Leenane, joli petit port situé dans le Connemara, à quelques dizaines de kilomètres de Galway, n'avait jamais connu pêche si miraculeuse. Pour constater ce phénomène, Andrew Richards, de la police criminelle de Londres est même dépêché sur place. Il est vrai que ramener dans son filet un poisson humain n'est guère courant, surtout quand le corps a été déchiqueté au niveau du ventre et qu'une inscription y a été gravée : I.V. Normalement cette affaire incombe à la police irlandaise, et donc à Nuala Mc Feen, de la police du comté de Dublin. Mais la victime étant une ressortissante anglaise, il y a bien du travail pour deux.

D'autant que, lorsque Andrew Richards arrive sur place, l'effervescence règne sur les quais, effervescence qui n'est pas due à la présence de Nuala. Une jambe et deux doigts ont été ramenés dans un filet garni, et là encore sur le membre, l'inscription I.V. figure. Il ne s'agit pas d'un tatouage à la mode, et il faut en découvrir la signification.

Evidemment il ne faut pas s'attendre à ce que les deux policiers tombent immédiatement dans les bras de leur partenaire imposé. Mais bien faire contre mauvaise fortune bon cœur. D'ailleurs ils vont coucher dans le même hôtel, mais pas ensemble, je le précise au cas où vous auriez des idées de rapprochement incompatible entre deux représentants de nations ennemies. A la réception Andrew récupère une lettre contenant la liste du personnel embarqué à bord du Bloody Mary, le navire ayant récupéré le cadavre. Il est étonné que parmi l'équipage Irlandais figure un Anglais.

La victime, une touriste du nom de Mary Hogdson, venait de Liverpool et tandis qu'Andrew continue son enquête sur place, Nuala s'envole pour le port anglais, célèbre pour son groupe de rock, les Beatles. Selon le médecin légiste, les scarifications auraient été perpétrées à l'aide d'un harpon, et il reste des traces de graisse ancienne.

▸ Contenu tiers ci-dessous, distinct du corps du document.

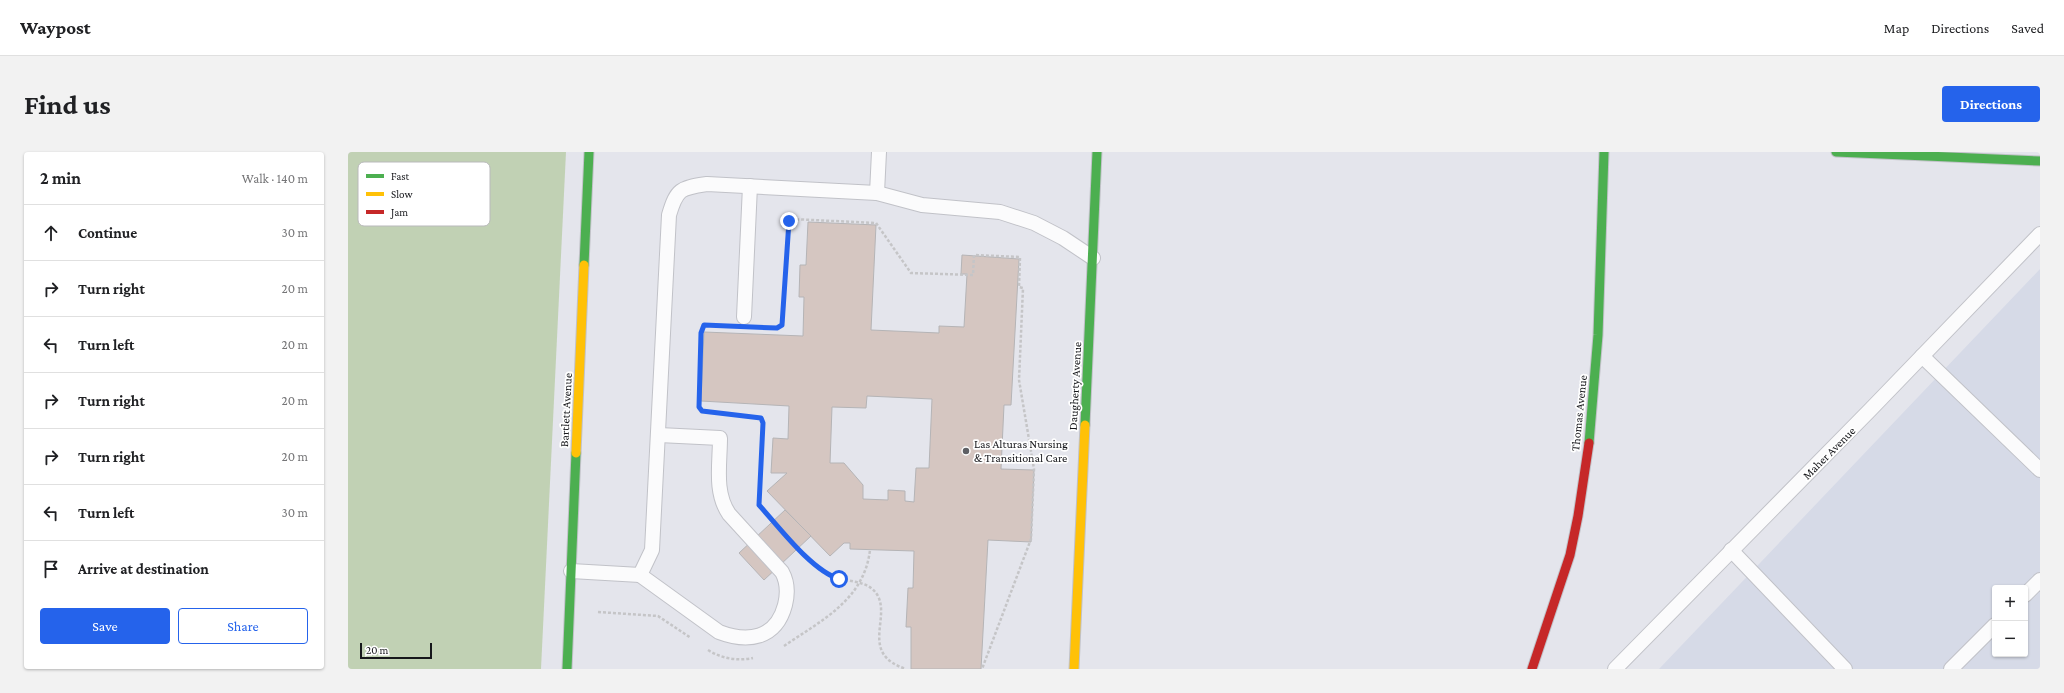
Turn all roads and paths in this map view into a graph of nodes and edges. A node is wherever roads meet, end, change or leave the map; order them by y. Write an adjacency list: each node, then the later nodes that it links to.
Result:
1 (589, 152): 17 (street, Bartlett Avenue)
2 (879, 152): 8 (lane)
3 (1098, 152): 10 (street, Daugherty Avenue)
4 (1604, 152): 26 (street, Thomas Avenue)
5 (1836, 152): 6 (street)
6 (2040, 161)
7 (750, 186): 8 (lane); 11 (lane); 14 (lane)
8 (877, 193): 10 (lane)
9 (2040, 234): 13 (lane, Maher Avenue)
10 (1093, 258): 25 (street, Daugherty Avenue)
11 (749, 322): 24 (path)
12 (730, 326): 23 (path)
13 (1922, 356): 15 (lane); 16 (lane, Maher Avenue)
14 (659, 435): 18 (lane); 18 (lane)
15 (2040, 470)
16 (1731, 550): 27 (lane, Maher Avenue); 28 (lane)
17 (571, 572): 18 (lane); 22 (street, Bartlett Avenue)
18 (640, 575)
19 (2040, 580): 20 (lane)
20 (2028, 592)
21 (1992, 628): 29 (lane)
22 (567, 669)
23 (906, 669)
24 (982, 669)
25 (1074, 669)
26 (1532, 669)
27 (1615, 669)
28 (1845, 669)
29 (1951, 669)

Une nuit Andrew aperçoit sur le bord de la falaise, de l'autre côté du fjord Killary, une silhouette semblant porter une charge. Le lendemain il fait part de sa vision nocturne à Nuala, mais la jeune femme ne s'intéresse guère à son propos, parlant d'une légende d'un sauvage. Andrews se rend de-ci delà, recueillant des informations, des témoignages. Une missive lui est même remise, signée par l'un des marin, un benêt parait-il, pourtant ce qu'il écrit intrigue fortement Andrews. Cette lettre évoque Brad, le marin anglais qui faisait partie de l'équipage et qui a disparu ainsi que du sauvage.

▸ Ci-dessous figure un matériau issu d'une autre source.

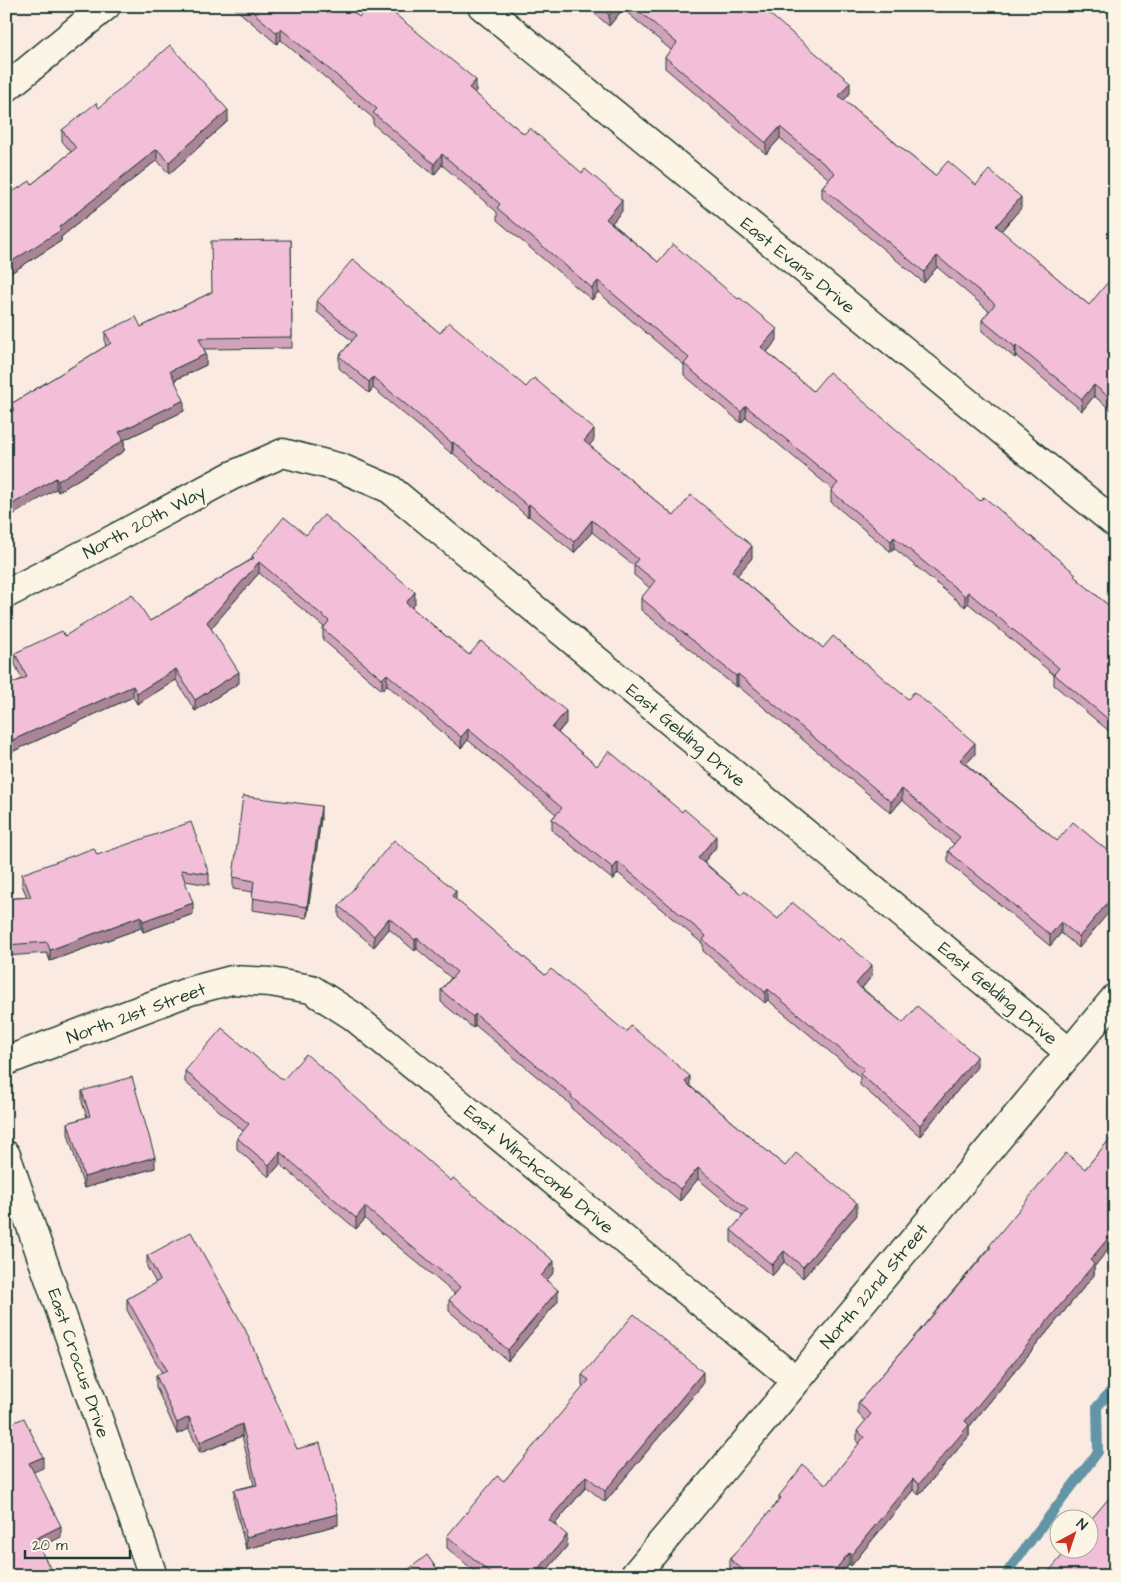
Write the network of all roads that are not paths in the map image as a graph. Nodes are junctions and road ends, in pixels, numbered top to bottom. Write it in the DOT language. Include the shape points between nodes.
graph roads {
  1 [pos="106,6"];
  2 [pos="482,6"];
  3 [pos="6,88"];
  4 [pos="283,453"];
  5 [pos="1115,523"];
  6 [pos="6,594"];
  7 [pos="270,982"];
  8 [pos="1115,998"];
  9 [pos="1069,1052"];
  10 [pos="6,1060"];
  11 [pos="6,1156"];
  12 [pos="795,1380"];
  13 [pos="151,1570"];
  14 [pos="634,1576"];
  1 -- 3 [label="street"];
  2 -- 5 [label="street, East Evans Drive"];
  4 -- 6 [label="street, North 20th Way" via="231,476"];
  4 -- 9 [label="street, East Gelding Drive" via="341,468 390,489"];
  7 -- 10 [label="street, North 21st Street" via="232,980 190,991"];
  7 -- 12 [label="street, East Winchcomb Drive" via="311,989 353,1016"];
  8 -- 9 [label="street, North 22nd Street"];
  9 -- 12 [label="street, North 22nd Street"];
  11 -- 13 [label="street, East Crocus Drive"];
  12 -- 14 [label="street, North 22nd Street"];
}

Alors Andrew décide de se rendre sur place de l'autre côté du fjord car à n'en point douter les corps ne sont pas venus de la mer mais ont été jetés du haut de la falaise. Il loue une barque puis grimpe le flanc abrupt du fjord. Pas pour rien puisqu'il découvre dans un sentier bordé de rocher quelques objets. D'abord un passeport au nom de Mary Hogdson et un morceau de plastique, puis plus loin un collier muni d'un pendentif. Le médaillon renferme deux photos. Au dos de l'une d'elle figure l'inscription P. Loughnane.

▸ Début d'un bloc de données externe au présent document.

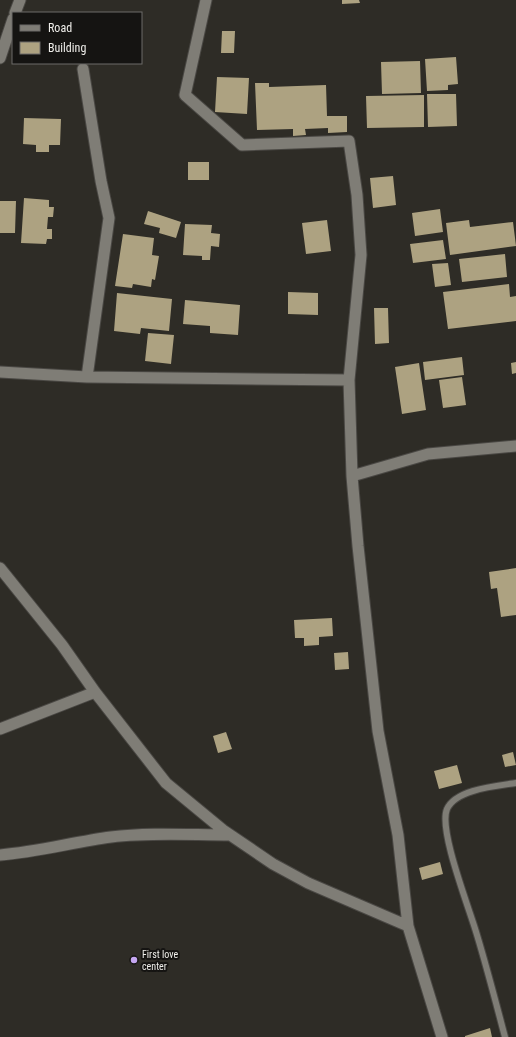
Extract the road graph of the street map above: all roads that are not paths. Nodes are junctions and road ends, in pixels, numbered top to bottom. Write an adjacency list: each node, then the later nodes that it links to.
1 (20, 0): 3 (street)
2 (206, 0): 9 (street)
3 (15, 12)
4 (12, 22): 5 (street)
5 (0, 58)
6 (83, 69): 8 (street)
7 (0, 372): 8 (street)
8 (87, 377): 9 (street)
9 (349, 380): 11 (street)
10 (516, 446): 11 (street)
11 (352, 476): 18 (street)
12 (0, 568): 13 (street)
13 (95, 692): 14 (street); 16 (street)
14 (0, 729)
15 (516, 783): 20 (lane)
16 (230, 835): 17 (street); 18 (street)
17 (0, 855)
18 (408, 926): 19 (street)
19 (442, 1037)
20 (506, 1037)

Ce nom va entraîner Andrews dans les années 1920, alors que les soldats anglais sévissaient dans le Connemara et toute l'Irlande, que des mercenaires, les Black and Tans torturaient les autochtones rebelles à la couronne. Patrick Loughnane était un indépendantiste et Andrews va découvrir son histoire en se rendant à Galway, au National Library.

 

Les fêlures, les fractures, les crevasses existent toujours même si apparemment les combattants de l'indépendance de l'Irlande ont signé un pacte envers leurs ennemis de longtemps, sinon de toujours, les Anglais. Et il était inévitable que les années noires du Sin Fein ressurgissent dans ce roman. Une trace indélébile marque à tout jamais leur histoire et même les plus jeunes en connaissent les soubresauts, tout comme d'autres contrées réagissent à une spoliation de leur indépendance, leur intégrité, leur liberté. On en a tous les jours la preuve avec la Catalogne, la Belgique déchirée en deux, et bien d'autres pays. Et l'auteur a construit son intrigue sur ces années noires, sans pour autant s'immiscer dans le conflit avec une vision partisane. Seulement il décrit les faits réels qui se sont déroulés avec leur lot d'exactions.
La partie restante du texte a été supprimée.